=== PROBLEM REQUIREMENTS ===
Select, from the data, each line where "Number" occurs.

=== DATA PROVIDED ===

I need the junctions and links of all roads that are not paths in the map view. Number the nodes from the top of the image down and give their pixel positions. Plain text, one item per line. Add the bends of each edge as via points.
==
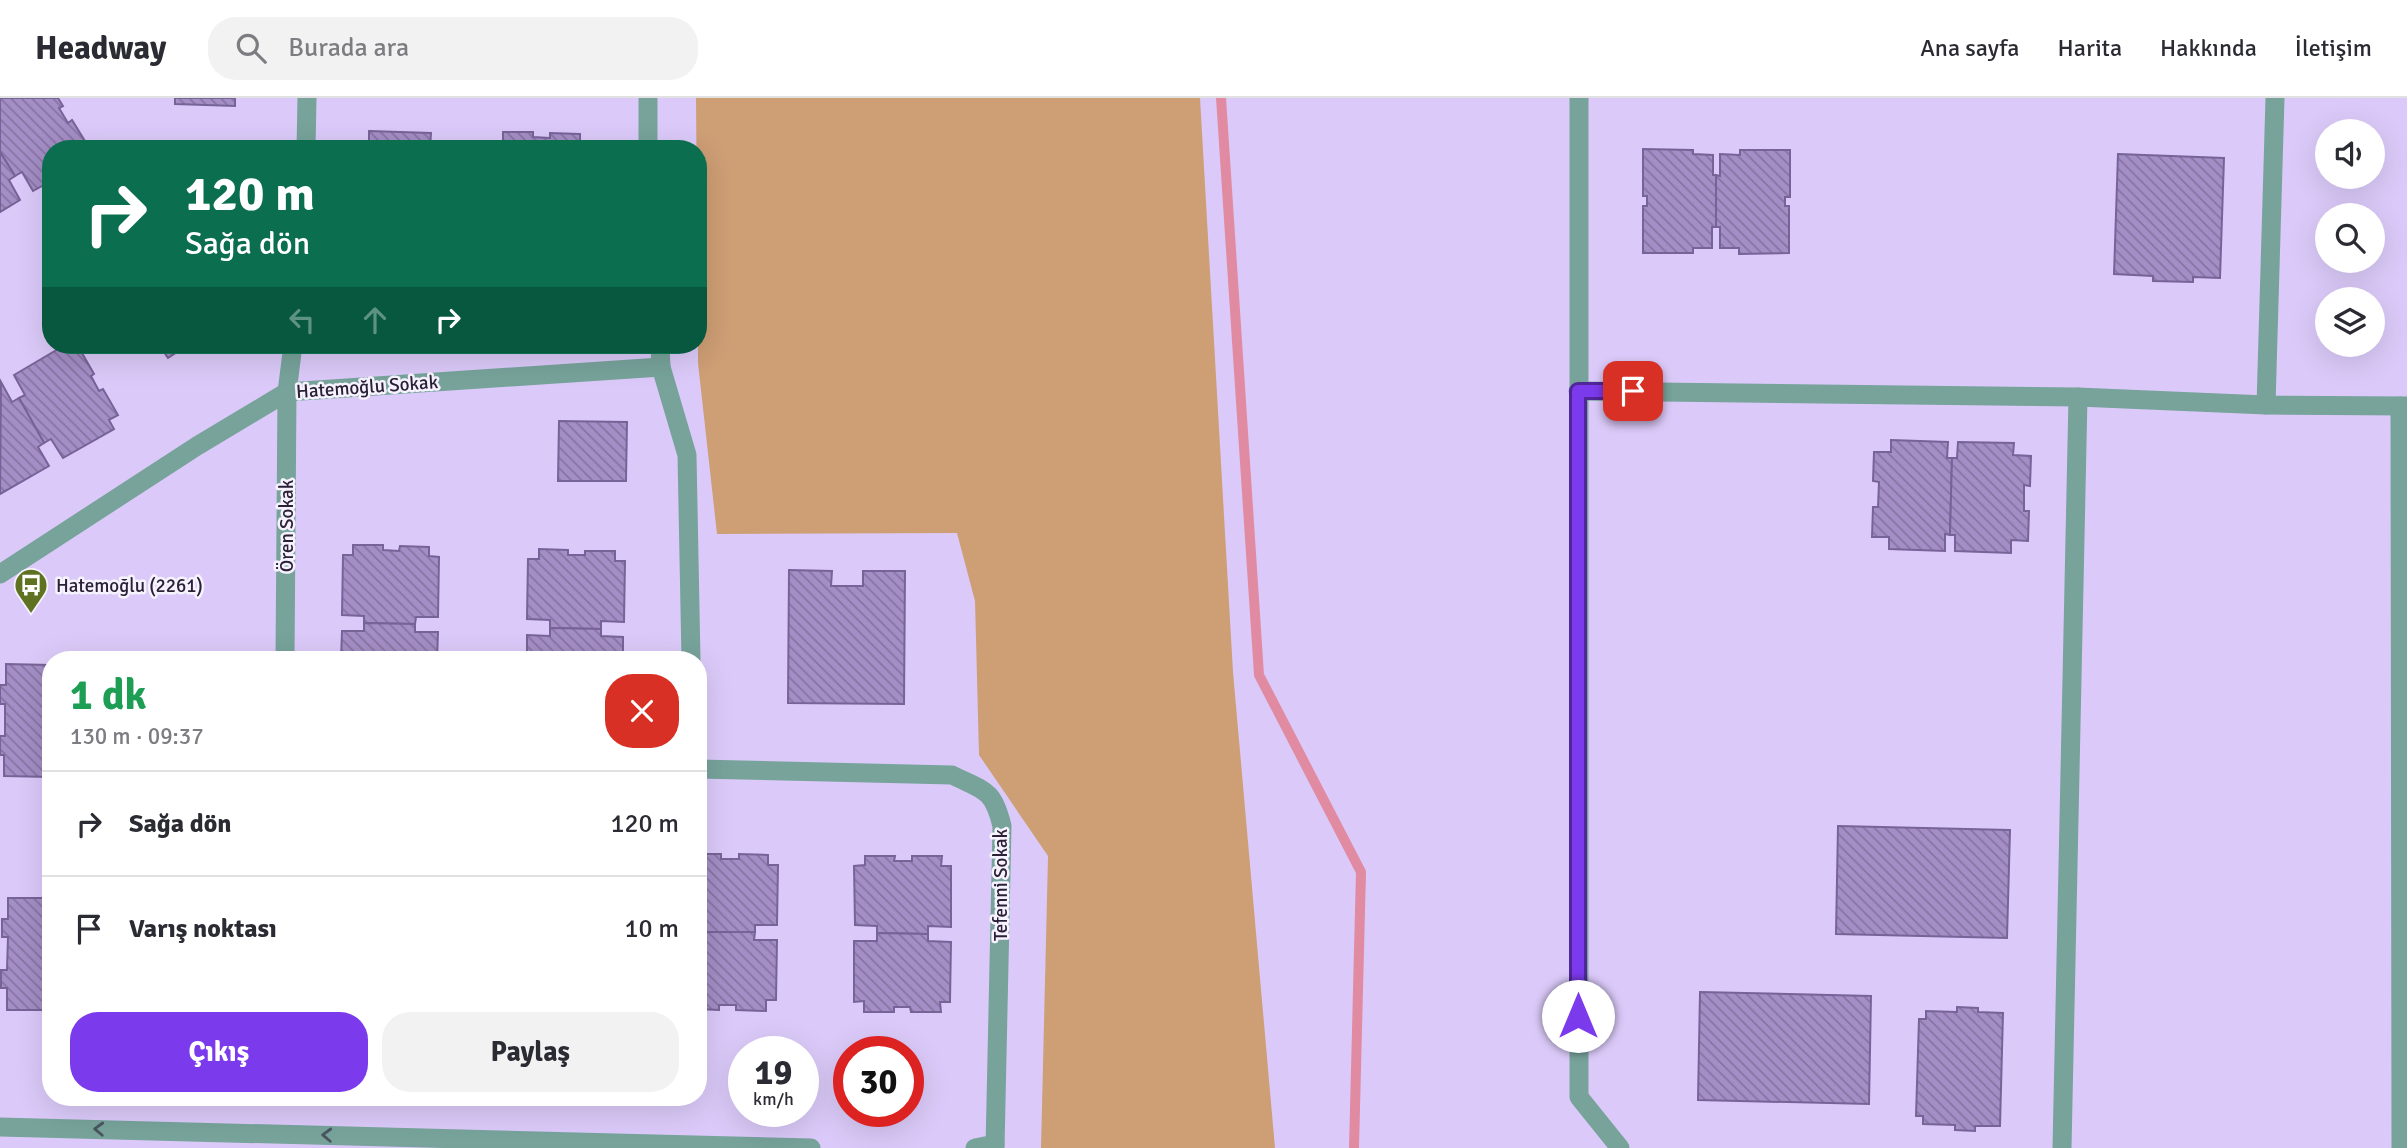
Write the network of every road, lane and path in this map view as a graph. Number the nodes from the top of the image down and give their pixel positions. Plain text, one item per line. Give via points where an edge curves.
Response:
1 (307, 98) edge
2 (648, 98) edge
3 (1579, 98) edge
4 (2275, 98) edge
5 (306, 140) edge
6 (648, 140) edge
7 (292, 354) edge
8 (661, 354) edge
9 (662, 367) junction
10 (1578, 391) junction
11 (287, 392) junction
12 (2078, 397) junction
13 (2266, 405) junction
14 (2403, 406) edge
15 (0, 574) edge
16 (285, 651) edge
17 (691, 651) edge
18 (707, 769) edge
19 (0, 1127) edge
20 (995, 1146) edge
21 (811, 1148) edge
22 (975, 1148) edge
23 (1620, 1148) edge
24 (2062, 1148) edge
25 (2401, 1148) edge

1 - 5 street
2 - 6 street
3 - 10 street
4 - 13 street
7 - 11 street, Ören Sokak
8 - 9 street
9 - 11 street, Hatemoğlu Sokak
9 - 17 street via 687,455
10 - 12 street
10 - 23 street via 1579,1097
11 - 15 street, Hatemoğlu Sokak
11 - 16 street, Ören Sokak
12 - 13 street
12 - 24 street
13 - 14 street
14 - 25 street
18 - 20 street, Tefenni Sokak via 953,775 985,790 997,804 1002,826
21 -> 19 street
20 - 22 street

=== SOLVED EXERCISE ===
I need the junctions and links of all roads that are not paths in the map view. Number the nodes from the top of the image down and give their pixel positions. Plain text, one item per line. Add the bends of each edge as via points.
Write the network of every road, lane and path in this map view as a graph. Number the nodes from the top of the image down and give their pixel positions. Plain text, one item per line. Give via points where an edge curves.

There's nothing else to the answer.